In 1987, Dorgu moved to the United Kingdom. From 1990 to 1993, he studied theology at the London Bible College, an evangelical theological college in Northwood, Greater London. He completed a Diploma in Evangelism in 1991, a Diploma in Pastoral Studies in 1993, and graduated with a Bachelor of Arts (BA) degree in 1993. In 1993, he entered Oak Hill College, a Conservative Evangelical theological college, to train for ordained ministry. He left after two years to be ordained in the Church of England.

==Ordained ministry==
Dorgu was ordained in the Church of England as a deacon, by David Hope, Bishop of London, on 1 July 1995 at St Paul's Cathedral; and as a priest in 1996. From 1995 to 1998, he served his curacy at St Mark's Church, Tollington Park, Islington in the Diocese of London. He then joined St. John the Evangelist Church, Upper Holloway; he served as an assistant curate/associate vicar from 1998 to 2000, team vicar from 2000 to 2012, and was the Vicar (incumbent) from 2012. On 6 March 2016, he was additionally made a prebendary of St Paul's Cathedral.

===Episcopal ministry===
On 20 December 2016, Dorgu was announced as the next Bishop of Woolwich, a suffragan and area bishop in the Diocese of Southwark. He was consecrated a bishop by Justin Welby, the Archbishop of Canterbury, during service at Southwark Cathedral on 17 March 2017. As such, Dorgu became the first ever Nigerian bishop in the Church of England, and the first black person to be consecrated a bishop in the Church of England since John Sentamu in 1996. At the end of the service, Sentamu, now the Archbishop of York, gifted Dorgu a mitre; this mitre had turn been given to Sentamu by Wilfred Wood, the first black bishop in the Church of England and a former bishop of the Diocese of Southwark.

===Views===
Dorgu identified with the evangelical tradition of the Church of England. He supported the Church's current position on human sexuality; it defines marriage as between a man and a woman, and requires gay clergy to be celibate.

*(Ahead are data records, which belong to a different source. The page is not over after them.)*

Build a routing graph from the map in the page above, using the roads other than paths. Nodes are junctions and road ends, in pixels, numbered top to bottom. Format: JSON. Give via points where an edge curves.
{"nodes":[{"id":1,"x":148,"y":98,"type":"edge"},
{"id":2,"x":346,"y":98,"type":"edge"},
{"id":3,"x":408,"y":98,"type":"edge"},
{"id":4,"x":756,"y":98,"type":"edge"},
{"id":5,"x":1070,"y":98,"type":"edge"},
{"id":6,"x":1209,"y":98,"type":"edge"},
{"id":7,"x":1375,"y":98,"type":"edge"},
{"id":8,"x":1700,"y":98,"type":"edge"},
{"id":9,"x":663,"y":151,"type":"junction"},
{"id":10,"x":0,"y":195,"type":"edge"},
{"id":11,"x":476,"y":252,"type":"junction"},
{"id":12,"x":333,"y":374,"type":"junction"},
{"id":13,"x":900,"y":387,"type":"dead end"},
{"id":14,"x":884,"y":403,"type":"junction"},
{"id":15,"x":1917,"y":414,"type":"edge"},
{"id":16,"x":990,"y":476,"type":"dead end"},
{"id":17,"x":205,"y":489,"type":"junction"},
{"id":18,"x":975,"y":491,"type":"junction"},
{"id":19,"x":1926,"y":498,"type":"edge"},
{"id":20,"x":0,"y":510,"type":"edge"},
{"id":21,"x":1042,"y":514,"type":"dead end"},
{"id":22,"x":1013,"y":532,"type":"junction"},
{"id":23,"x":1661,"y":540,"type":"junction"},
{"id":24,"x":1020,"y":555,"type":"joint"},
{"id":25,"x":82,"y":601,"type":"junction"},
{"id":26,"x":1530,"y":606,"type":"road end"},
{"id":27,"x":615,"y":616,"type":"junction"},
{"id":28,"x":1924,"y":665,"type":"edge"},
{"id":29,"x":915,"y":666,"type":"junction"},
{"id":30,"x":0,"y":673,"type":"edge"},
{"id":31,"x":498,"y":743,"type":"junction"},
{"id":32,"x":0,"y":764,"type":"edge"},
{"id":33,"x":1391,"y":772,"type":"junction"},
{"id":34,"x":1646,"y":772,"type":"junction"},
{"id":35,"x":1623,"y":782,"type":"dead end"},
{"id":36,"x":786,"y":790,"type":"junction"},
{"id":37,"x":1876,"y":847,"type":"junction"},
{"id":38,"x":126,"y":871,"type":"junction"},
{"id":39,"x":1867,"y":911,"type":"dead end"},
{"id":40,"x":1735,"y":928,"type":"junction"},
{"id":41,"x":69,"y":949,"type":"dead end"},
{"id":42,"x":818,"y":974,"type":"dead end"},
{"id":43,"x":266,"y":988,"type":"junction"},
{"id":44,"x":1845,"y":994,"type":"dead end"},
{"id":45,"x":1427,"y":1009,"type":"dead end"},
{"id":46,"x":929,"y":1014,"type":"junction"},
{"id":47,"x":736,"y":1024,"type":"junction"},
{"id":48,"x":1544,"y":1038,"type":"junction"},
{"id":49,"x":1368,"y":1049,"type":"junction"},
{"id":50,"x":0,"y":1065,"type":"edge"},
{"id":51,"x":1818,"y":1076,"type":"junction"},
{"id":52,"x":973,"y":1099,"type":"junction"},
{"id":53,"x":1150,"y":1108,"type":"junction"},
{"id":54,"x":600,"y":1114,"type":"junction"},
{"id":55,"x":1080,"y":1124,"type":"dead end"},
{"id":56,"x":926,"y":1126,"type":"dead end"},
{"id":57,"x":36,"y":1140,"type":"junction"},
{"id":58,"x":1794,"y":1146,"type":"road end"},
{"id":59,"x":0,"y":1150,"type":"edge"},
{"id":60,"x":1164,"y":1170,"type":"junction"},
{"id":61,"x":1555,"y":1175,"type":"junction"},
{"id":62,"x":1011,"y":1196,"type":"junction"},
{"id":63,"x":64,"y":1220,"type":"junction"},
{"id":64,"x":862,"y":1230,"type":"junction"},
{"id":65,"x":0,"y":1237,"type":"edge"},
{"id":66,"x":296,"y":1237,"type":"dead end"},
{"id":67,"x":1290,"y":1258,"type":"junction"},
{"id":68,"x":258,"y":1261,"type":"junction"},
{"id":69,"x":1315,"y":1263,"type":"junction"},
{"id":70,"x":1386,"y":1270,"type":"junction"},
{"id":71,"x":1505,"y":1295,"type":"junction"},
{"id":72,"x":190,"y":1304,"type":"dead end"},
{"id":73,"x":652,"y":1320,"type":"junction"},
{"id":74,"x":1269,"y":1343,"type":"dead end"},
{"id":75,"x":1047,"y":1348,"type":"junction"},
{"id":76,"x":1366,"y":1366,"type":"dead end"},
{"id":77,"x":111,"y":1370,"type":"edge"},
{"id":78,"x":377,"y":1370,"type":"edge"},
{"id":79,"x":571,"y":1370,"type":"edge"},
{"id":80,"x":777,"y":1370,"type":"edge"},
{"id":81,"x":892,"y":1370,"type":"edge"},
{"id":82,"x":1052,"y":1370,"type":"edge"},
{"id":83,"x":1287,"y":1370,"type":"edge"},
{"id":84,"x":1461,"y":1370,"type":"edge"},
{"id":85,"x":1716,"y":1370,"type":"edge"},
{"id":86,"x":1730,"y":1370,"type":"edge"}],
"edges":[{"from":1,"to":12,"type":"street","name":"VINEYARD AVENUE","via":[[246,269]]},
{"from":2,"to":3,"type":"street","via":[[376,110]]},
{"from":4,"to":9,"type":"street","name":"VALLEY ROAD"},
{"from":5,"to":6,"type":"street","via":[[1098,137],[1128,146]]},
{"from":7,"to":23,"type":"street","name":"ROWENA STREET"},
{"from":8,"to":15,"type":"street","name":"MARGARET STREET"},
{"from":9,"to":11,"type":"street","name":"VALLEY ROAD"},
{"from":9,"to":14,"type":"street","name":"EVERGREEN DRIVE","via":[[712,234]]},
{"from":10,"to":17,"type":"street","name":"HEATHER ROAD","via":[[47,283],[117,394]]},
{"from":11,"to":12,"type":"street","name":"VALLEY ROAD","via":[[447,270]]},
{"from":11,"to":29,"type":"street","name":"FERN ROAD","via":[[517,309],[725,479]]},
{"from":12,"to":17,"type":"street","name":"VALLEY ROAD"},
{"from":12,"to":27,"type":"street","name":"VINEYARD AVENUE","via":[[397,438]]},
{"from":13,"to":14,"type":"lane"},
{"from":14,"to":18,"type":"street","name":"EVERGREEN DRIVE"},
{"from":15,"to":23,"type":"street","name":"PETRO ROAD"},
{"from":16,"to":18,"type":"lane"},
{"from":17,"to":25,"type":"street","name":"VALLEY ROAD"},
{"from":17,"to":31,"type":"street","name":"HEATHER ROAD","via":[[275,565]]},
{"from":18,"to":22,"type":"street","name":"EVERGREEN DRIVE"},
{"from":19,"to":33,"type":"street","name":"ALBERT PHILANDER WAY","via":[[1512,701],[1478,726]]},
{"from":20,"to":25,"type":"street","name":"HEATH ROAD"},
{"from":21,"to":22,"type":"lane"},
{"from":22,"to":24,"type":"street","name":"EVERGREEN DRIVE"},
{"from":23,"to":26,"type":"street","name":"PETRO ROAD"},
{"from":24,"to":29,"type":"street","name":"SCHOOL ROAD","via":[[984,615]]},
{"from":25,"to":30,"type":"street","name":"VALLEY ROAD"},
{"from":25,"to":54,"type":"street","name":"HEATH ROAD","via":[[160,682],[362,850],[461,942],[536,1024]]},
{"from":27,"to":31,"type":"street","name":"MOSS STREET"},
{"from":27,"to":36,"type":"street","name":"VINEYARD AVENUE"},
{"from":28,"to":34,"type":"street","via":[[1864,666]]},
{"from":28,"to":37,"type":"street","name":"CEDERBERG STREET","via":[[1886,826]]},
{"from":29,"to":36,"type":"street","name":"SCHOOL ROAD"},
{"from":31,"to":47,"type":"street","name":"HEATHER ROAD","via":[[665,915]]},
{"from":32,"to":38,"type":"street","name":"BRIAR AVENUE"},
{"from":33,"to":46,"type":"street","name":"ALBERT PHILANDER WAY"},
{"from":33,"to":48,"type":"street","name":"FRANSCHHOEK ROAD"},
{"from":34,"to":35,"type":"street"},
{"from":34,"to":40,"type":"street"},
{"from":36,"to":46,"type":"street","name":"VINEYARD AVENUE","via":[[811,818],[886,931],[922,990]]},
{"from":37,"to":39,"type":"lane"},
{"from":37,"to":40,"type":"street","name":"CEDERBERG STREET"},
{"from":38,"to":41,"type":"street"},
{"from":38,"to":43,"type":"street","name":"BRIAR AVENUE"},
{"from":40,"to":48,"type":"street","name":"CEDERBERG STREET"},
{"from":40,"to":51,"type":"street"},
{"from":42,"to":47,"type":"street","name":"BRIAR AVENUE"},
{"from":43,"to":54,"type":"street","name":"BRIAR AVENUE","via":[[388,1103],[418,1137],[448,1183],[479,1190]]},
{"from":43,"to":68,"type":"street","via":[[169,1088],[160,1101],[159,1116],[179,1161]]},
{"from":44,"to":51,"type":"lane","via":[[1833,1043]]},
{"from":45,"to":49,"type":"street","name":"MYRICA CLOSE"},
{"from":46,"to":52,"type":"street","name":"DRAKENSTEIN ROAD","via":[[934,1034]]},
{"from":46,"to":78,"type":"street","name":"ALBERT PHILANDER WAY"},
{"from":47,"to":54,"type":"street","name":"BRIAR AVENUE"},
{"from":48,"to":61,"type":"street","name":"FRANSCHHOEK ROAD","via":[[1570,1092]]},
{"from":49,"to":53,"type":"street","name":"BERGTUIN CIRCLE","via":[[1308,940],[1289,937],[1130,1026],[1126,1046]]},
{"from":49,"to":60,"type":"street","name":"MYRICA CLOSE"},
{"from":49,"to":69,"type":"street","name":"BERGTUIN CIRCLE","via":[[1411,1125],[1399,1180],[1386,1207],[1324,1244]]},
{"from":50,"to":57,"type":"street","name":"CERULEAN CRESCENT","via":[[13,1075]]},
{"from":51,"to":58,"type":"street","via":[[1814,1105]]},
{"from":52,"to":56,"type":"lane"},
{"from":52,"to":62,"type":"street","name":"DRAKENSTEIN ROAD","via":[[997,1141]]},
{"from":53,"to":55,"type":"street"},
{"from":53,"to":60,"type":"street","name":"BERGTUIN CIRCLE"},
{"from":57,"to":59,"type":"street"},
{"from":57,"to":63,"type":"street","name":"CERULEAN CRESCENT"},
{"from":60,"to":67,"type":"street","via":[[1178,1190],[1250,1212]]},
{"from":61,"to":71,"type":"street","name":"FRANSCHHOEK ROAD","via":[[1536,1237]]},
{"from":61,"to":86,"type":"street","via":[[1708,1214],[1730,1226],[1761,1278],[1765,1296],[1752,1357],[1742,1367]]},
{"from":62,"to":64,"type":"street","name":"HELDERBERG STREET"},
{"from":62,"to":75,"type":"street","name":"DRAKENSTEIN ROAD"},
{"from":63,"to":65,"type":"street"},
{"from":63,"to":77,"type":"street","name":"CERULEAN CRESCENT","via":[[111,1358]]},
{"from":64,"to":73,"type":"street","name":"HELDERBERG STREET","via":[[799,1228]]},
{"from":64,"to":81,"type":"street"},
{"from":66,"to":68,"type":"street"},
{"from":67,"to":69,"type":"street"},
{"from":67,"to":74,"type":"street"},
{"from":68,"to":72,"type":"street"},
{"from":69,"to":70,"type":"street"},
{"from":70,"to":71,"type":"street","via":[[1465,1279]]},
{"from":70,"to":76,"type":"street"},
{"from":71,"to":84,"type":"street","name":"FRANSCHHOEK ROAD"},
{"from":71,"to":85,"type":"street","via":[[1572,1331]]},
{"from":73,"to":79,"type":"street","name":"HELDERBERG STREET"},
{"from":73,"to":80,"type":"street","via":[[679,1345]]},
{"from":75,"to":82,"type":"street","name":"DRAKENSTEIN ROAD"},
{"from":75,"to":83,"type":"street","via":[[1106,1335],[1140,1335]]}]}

In 2023, following the news that the House of Bishops of the Church of England was to introduce proposals for blessing same-sex relationships, he signed an open letter which stated:

many Christians in the Church of England and the Anglican Communion, together with Christians from across the churches of world Christianity, continue to believe that marriage is given by God for the union of a man and woman and that it cannot be extended to those who are of the same sex. [...] Without seeking to diminish the value of many committed same-sex relationships, for which there is much to give thanks, we find ourselves constrained by what we sincerely believe the Scriptures teach which cannot be set aside.

Unusually for an evangelical, he suggested that as the death and resurrection of Jesus was the centre of the Christian message that "We should celebrate the Eucharist every day."

==Personal life and death==
Dorgu was married to Mosun; she also trained as a medical doctor in Nigeria and now works as a consultant child psychiatrist. Together they had two children. One son died while at school in 2015, and his parents set up the "Joshua Dorgu Foundation" in his memory.

After "a long struggle with his health", Dorgu died on 8 September 2023 at King's College Hospital, London, England, from pneumonia; he was aged 65.